=== Aim of the task ===
Match the string "Hürriyet" against each line below, and copy every line that matches.

=== Exercise data ===
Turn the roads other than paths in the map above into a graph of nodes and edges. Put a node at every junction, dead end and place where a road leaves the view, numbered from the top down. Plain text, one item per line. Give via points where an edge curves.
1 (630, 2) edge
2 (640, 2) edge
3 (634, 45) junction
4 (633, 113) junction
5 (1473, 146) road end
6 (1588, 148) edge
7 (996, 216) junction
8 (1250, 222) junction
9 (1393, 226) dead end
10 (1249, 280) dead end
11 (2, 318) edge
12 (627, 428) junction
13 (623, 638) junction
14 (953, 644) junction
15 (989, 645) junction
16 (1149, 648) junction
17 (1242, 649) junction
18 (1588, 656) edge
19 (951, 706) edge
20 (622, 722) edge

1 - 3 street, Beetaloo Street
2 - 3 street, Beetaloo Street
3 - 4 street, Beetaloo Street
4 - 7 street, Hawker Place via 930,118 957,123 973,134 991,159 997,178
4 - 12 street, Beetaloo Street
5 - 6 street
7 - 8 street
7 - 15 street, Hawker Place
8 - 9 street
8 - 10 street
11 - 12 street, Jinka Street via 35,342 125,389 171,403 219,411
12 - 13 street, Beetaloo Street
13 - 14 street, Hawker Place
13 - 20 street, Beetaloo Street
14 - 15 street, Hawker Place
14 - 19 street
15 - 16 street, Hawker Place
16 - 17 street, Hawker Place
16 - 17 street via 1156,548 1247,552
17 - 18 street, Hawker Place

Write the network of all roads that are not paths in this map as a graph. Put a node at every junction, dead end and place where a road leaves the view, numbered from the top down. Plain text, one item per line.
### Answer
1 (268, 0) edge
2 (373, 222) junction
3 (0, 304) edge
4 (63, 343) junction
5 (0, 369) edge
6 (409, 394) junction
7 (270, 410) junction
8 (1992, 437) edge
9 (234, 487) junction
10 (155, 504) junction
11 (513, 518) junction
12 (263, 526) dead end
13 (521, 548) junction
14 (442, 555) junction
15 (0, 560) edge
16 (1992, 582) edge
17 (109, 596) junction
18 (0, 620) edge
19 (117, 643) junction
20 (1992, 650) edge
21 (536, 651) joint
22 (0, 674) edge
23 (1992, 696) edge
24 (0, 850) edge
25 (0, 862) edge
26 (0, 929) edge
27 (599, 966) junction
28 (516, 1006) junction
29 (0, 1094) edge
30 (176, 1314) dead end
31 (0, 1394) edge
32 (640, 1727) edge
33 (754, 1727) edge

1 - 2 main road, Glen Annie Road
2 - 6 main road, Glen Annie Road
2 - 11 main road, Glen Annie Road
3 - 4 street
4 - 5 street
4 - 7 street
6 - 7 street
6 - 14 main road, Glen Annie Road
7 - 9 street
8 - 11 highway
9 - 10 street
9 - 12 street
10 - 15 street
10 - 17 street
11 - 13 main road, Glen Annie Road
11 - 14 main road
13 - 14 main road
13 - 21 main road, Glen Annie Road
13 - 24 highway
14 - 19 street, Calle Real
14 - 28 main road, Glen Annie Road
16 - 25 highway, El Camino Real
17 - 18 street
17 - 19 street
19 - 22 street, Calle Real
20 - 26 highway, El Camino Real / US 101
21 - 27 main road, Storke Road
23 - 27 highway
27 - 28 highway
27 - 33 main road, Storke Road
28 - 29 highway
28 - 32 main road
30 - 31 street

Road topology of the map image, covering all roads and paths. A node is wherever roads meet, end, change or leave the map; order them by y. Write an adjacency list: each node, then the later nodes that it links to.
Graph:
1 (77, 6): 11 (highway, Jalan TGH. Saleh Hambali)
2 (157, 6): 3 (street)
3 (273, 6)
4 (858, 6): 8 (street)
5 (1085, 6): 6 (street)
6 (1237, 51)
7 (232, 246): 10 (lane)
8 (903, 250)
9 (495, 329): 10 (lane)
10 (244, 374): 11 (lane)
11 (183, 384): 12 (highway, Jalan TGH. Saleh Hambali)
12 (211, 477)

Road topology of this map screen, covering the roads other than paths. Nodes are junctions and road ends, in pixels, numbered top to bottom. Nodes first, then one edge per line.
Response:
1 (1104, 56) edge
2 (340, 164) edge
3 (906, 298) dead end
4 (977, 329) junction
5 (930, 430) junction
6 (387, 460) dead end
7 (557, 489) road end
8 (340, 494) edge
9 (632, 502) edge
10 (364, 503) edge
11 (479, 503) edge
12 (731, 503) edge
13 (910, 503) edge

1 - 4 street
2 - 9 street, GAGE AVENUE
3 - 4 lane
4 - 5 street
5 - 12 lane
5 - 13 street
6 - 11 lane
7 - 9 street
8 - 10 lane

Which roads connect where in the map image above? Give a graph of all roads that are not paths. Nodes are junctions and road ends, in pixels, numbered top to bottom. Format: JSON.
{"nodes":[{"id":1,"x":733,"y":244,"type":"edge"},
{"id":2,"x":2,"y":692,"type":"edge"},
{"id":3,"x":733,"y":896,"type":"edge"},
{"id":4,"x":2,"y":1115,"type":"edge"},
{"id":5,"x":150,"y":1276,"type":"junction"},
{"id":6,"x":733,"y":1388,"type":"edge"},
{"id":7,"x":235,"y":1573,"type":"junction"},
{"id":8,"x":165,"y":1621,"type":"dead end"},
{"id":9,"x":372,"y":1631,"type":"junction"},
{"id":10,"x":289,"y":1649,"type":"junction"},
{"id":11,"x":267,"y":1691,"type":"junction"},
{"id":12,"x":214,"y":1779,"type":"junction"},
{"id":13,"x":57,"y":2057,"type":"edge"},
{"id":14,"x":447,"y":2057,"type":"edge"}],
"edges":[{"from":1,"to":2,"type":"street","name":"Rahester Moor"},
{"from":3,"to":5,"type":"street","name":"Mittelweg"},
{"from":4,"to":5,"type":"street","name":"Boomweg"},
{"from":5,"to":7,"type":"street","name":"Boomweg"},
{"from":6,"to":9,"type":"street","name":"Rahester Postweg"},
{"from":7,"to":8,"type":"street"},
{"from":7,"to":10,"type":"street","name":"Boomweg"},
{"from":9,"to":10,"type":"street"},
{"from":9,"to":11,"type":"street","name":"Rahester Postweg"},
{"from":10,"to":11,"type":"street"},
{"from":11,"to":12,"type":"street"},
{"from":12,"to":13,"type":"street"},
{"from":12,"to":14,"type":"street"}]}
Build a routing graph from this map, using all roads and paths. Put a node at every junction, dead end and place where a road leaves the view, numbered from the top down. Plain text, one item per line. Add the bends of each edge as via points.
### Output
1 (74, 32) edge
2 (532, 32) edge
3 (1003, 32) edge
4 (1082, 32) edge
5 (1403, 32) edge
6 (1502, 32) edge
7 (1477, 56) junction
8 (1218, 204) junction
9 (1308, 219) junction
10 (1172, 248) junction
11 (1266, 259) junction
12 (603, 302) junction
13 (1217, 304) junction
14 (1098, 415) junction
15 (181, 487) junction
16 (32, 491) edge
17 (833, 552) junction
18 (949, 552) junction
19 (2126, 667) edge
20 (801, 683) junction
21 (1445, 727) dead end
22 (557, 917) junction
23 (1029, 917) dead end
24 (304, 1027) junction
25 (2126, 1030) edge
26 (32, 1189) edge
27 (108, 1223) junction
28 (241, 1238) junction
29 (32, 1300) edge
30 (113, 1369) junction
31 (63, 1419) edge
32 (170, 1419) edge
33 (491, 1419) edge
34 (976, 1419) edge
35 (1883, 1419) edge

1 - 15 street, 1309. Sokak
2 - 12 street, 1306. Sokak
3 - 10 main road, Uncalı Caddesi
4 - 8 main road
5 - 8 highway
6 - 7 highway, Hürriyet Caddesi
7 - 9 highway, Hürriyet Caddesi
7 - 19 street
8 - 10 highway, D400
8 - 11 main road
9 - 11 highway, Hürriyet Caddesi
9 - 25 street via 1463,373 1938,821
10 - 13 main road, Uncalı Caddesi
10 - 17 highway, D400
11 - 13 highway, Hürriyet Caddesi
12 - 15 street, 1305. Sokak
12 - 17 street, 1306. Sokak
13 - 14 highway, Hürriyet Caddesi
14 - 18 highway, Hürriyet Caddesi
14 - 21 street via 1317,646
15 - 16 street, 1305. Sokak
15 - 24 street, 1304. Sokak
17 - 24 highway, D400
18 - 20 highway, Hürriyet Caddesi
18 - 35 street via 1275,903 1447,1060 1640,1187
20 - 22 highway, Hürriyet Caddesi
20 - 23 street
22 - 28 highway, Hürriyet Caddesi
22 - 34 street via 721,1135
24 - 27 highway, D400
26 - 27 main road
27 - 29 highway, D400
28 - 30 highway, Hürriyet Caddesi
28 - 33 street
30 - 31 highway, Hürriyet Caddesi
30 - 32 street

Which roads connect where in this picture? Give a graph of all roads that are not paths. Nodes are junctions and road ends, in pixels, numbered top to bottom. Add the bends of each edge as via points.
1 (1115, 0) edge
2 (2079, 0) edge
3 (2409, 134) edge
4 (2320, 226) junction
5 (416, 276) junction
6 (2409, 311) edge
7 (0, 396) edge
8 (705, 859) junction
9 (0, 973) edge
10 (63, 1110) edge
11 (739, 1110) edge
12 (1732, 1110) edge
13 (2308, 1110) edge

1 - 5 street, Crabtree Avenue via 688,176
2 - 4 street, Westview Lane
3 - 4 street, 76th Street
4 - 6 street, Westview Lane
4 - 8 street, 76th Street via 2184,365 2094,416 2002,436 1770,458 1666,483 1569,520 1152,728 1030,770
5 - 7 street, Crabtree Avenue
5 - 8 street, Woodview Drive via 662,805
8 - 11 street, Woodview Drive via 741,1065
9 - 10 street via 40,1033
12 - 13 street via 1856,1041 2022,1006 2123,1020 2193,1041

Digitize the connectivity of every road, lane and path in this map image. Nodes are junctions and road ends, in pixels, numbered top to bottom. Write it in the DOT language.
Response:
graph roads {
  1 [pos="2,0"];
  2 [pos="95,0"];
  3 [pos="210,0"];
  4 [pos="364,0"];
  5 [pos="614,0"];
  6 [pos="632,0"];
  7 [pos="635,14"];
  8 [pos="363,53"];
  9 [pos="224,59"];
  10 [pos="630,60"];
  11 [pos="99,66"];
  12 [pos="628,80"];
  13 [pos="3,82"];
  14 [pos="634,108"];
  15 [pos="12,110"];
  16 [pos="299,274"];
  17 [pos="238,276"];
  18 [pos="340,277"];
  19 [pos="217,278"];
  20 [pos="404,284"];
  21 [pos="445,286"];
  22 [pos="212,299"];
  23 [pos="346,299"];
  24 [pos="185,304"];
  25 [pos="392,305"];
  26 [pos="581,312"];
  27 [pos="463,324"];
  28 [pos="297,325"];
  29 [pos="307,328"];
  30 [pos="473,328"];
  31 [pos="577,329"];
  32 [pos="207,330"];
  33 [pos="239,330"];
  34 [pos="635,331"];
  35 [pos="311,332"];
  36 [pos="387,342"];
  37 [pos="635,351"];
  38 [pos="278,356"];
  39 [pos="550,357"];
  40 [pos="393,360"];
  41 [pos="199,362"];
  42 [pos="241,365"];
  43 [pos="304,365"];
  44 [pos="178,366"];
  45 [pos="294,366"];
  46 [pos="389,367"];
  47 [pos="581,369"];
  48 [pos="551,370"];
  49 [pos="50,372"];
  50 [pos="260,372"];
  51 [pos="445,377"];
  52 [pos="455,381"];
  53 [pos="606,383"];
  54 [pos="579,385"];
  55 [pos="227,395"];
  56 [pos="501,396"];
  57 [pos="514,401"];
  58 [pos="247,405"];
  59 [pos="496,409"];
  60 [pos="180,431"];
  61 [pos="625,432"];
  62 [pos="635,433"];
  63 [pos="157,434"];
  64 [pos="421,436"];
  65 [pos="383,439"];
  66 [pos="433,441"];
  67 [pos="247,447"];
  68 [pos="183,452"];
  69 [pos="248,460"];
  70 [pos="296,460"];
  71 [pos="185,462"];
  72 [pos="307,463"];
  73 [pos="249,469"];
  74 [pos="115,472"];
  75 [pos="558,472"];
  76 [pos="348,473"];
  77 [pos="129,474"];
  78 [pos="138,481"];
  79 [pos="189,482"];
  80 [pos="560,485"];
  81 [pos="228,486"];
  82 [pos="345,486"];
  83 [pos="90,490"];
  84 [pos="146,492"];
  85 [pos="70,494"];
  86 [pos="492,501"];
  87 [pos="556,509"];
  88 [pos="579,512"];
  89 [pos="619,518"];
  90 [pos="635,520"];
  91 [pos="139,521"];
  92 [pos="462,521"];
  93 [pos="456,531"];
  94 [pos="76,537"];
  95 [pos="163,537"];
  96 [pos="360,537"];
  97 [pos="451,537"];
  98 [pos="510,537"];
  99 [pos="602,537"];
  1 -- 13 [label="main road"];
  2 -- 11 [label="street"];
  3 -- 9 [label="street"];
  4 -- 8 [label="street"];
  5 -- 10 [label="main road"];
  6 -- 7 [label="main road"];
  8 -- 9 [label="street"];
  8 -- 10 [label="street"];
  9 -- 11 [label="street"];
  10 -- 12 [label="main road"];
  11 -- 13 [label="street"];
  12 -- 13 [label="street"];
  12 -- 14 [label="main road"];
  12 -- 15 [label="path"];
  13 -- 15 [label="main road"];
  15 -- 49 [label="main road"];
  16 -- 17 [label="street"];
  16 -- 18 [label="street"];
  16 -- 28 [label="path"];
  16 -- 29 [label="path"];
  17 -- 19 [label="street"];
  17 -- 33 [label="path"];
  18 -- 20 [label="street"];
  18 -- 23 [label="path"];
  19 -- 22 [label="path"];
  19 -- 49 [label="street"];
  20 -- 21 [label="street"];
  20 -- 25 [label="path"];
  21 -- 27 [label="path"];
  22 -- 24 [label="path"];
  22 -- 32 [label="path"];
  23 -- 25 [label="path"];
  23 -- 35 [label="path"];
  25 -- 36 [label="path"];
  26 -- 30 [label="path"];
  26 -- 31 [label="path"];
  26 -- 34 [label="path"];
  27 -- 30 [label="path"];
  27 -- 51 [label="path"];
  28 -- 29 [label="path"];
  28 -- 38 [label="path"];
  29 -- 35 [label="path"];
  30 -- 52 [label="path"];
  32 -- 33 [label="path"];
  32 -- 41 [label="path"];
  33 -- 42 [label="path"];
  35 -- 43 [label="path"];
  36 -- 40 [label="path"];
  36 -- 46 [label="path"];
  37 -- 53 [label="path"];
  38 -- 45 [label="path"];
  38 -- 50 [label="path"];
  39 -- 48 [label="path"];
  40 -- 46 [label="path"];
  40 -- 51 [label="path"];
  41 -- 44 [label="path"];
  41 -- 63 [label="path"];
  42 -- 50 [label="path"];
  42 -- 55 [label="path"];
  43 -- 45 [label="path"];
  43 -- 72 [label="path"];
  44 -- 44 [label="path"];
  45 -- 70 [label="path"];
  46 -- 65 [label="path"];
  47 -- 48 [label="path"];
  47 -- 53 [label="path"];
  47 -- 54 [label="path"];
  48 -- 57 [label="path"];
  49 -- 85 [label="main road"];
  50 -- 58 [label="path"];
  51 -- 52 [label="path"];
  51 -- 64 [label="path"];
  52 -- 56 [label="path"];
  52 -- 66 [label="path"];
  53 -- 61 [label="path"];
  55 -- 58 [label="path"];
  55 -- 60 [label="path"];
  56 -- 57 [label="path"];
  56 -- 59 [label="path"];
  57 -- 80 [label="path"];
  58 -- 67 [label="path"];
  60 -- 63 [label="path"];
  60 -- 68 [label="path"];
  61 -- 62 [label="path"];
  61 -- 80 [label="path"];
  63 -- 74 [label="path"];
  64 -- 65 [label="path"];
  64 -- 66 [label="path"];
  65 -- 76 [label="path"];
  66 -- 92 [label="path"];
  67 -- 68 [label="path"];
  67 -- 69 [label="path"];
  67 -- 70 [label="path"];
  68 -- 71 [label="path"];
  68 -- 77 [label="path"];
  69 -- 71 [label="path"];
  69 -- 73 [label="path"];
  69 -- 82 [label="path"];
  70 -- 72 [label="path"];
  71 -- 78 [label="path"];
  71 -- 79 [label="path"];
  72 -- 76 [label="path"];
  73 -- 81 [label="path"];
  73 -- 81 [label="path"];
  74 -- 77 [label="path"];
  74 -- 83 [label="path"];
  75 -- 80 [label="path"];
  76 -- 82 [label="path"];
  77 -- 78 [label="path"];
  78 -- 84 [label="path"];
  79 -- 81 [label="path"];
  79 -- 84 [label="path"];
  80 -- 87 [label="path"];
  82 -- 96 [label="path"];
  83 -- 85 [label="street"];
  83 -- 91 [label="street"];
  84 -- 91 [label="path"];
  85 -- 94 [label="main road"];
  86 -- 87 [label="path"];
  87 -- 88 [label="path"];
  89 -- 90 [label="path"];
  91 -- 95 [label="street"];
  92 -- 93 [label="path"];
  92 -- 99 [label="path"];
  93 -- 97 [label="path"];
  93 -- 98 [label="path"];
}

=== Output for this task ===
6 - 7 highway, Hürriyet Caddesi
7 - 9 highway, Hürriyet Caddesi
9 - 11 highway, Hürriyet Caddesi
11 - 13 highway, Hürriyet Caddesi
13 - 14 highway, Hürriyet Caddesi
14 - 18 highway, Hürriyet Caddesi
18 - 20 highway, Hürriyet Caddesi
20 - 22 highway, Hürriyet Caddesi
22 - 28 highway, Hürriyet Caddesi
28 - 30 highway, Hürriyet Caddesi
30 - 31 highway, Hürriyet Caddesi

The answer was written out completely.